→ What the task requires
Everything in the listing below from the line containing "height:15px; margin:-7.5px; padding:0" through the line containing "font-size:15px; color:#28251d; font-weight:700" must be repeated exactly; the remaining lines are not wanted.

→ Supplied data

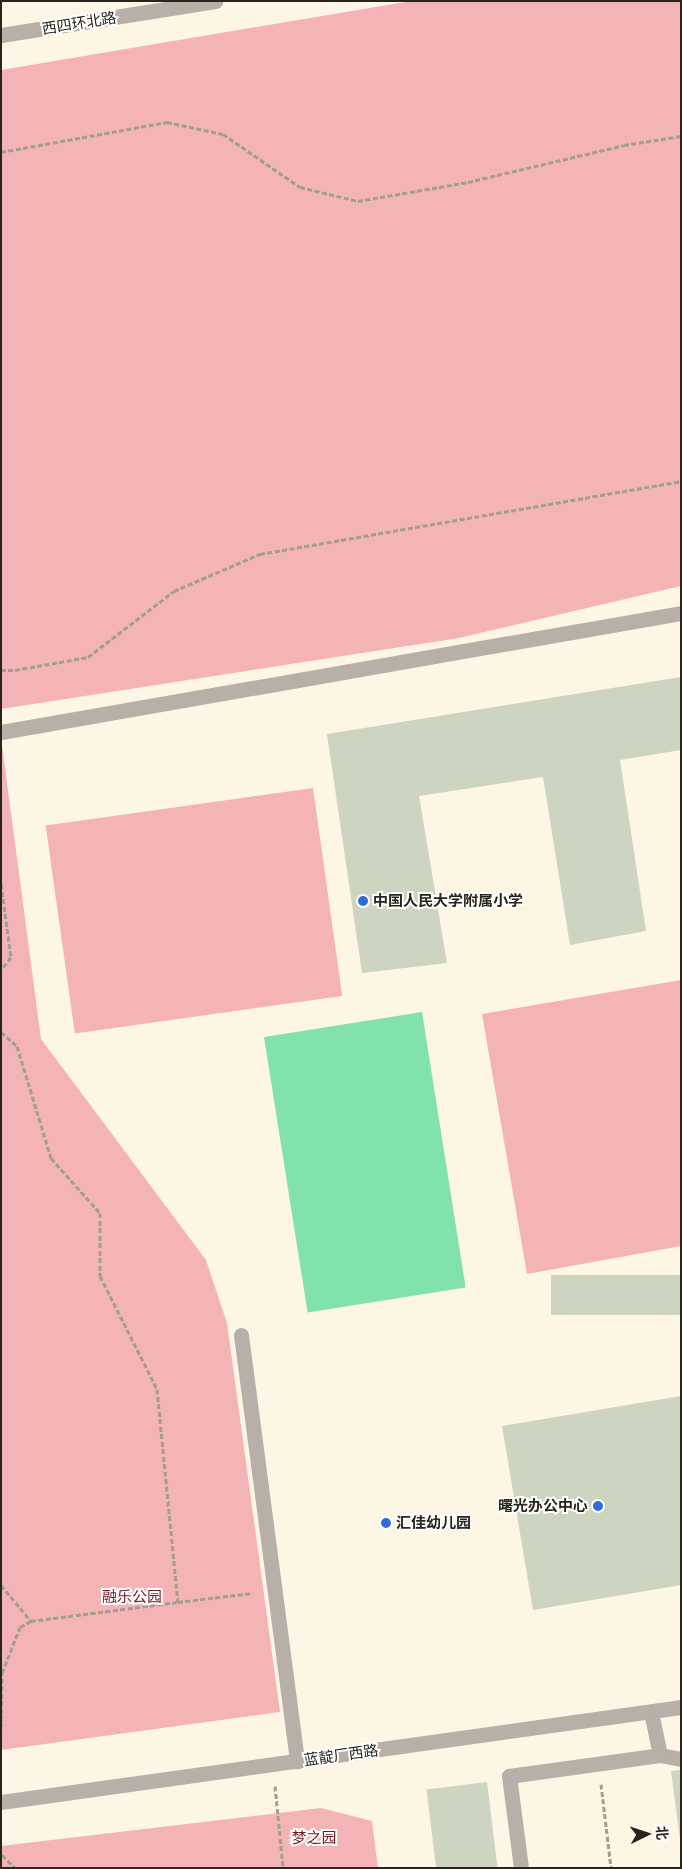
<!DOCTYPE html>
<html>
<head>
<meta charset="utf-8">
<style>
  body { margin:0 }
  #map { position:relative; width:682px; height:1869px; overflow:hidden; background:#fef6e5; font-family:Helvetica,"Noto Sans SC",sans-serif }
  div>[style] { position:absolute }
  .green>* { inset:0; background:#f4b4b5; transform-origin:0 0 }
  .water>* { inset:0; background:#82e2ab; transform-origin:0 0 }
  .building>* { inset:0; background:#cdd4bf; transform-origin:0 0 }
  .path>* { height:3px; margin-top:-1.5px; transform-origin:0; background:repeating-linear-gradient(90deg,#a39d90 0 5px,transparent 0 7.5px) }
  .minor>* { height:15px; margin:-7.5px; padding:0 7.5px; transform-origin:7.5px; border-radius:7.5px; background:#b8afa9 }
  .dots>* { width:14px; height:14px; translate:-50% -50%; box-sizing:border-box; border:2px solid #fff; border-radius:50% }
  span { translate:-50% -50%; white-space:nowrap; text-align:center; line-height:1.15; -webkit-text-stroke:4px #fff; paint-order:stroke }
  .street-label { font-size:15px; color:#28251d }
  .poi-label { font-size:15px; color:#28251d; font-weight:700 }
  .left { translate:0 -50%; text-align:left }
  .right { translate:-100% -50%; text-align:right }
  .park-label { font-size:15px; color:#6f1725 }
  .frame { position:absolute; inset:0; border:2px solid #28251d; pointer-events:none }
  .north { position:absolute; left:622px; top:1809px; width:50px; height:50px; -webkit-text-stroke:4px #fff; paint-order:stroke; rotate:86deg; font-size:14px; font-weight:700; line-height:20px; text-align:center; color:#28251d }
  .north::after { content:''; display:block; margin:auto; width:18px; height:22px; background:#28251d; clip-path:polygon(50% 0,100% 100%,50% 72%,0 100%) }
</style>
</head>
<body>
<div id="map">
  <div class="green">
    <div style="clip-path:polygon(411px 1px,681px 1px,681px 586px,459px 638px,1px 709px,1px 70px)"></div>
    <div style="clip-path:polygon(2px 745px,41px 1039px,206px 1260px,227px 1323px,280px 1712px,1px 1750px)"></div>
    <div style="left:313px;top:788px;width:210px;height:270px;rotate:82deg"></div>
    <div style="clip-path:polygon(681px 980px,681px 1246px,527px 1274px,482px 1014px)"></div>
    <div style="clip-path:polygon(321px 1808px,372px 1821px,378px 1868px,1px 1868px,1px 1846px)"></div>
  </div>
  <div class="water">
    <div style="left:422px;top:1012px;width:279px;height:160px;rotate:81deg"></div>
  </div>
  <div class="building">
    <div style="clip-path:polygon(681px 677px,681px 750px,620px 760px,646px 931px,570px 945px,543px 777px,419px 796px,447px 963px,362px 973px,327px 734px)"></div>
    <div style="left:681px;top:1275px;width:40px;height:130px;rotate:90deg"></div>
    <div style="clip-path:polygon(681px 1396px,681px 1585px,533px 1610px,502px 1426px)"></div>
    <div style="clip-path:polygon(681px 1770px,681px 1839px,680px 1839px,671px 1771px)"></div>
    <div style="left:487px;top:1782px;width:87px;height:61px;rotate:83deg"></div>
  </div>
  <div class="path">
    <div style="left:1px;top:152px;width:169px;rotate:-10.2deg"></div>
    <div style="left:167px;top:122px;width:57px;rotate:12.1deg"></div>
    <div style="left:223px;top:134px;width:93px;rotate:34.5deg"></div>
    <div style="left:300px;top:187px;width:60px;rotate:13.6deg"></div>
    <div style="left:358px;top:201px;width:112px;rotate:-9.8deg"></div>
    <div style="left:468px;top:182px;width:160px;rotate:-13.3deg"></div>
    <div style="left:624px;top:145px;width:58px;rotate:-9deg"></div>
    <div style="left:1px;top:670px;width:14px"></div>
    <div style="left:15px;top:670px;width:74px;rotate:-10.1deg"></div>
    <div style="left:88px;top:657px;width:108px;rotate:-37.5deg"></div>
    <div style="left:174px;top:591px;width:94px;rotate:-23.3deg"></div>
    <div style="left:260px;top:554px;width:427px;rotate:-9.8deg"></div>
    <div style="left:1px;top:884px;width:74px;rotate:82.2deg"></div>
    <div style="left:11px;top:957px;width:16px;rotate:128deg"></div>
    <div style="left:1px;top:1032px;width:21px;rotate:41deg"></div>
    <div style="left:17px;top:1046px;width:117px;rotate:73.1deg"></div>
    <div style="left:51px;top:1158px;width:74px;rotate:48.3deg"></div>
    <div style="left:100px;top:1213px;width:63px;rotate:90deg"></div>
    <div style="left:100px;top:1276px;width:127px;rotate:63.2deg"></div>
    <div style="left:157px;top:1389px;width:214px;rotate:84.4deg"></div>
    <div style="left:178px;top:1602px;width:75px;rotate:-6.9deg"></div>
    <div style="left:1px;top:1585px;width:47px;rotate:50.2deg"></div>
    <div style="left:1px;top:1728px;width:55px;rotate:-89deg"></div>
    <div style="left:2px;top:1673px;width:49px;rotate:-68.6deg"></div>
    <div style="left:20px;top:1627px;width:13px;rotate:-29deg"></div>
    <div style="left:31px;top:1621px;width:148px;rotate:-7.4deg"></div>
    <div style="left:601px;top:1784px;width:85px;rotate:83.2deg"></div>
    <div style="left:275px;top:1786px;width:82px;rotate:84.4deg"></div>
    <div style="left:2px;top:1855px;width:18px;rotate:45deg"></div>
  </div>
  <div class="minor">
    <div style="left:1px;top:35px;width:217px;rotate:-9deg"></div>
    <div style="left:1px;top:732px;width:690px;rotate:-9.93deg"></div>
    <div style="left:241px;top:1335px;width:430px;rotate:82.5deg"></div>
    <div style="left:651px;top:1712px;width:44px;rotate:78.2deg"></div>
    <div style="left:660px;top:1755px;width:21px;rotate:11deg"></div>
    <div style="left:1px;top:1802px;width:687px;rotate:-7.95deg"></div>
    <div style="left:521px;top:1868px;width:93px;rotate:-97.4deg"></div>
    <div style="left:509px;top:1776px;width:152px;rotate:-7.9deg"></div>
  </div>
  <div class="dots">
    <div style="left:363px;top:901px;background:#336ad9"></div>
    <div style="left:598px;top:1506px;background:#336ad9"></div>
    <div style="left:386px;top:1523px;background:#336ad9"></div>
  </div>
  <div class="street-label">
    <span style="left:79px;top:23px;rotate:-9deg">西四环北路</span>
    <span style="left:341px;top:1755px;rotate:-8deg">蓝靛厂西路</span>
  </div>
  <div class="poi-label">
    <span class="left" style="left:373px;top:901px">中国人民大学附属小学</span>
    <span class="right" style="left:588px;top:1506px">曙光办公中心</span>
    <span class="left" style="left:396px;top:1523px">汇佳幼儿园</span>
  </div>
  <div class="park-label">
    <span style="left:132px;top:1597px">融乐公园</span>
    <span style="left:314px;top:1838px">梦之园</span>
  </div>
  <div class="frame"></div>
  <div class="north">北</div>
</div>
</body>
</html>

→ Task answer
  .minor>* { height:15px; margin:-7.5px; padding:0 7.5px; transform-origin:7.5px; border-radius:7.5px; background:#b8afa9 }
  .dots>* { width:14px; height:14px; translate:-50% -50%; box-sizing:border-box; border:2px solid #fff; border-radius:50% }
  span { translate:-50% -50%; white-space:nowrap; text-align:center; line-height:1.15; -webkit-text-stroke:4px #fff; paint-order:stroke }
  .street-label { font-size:15px; color:#28251d }
  .poi-label { font-size:15px; color:#28251d; font-weight:700 }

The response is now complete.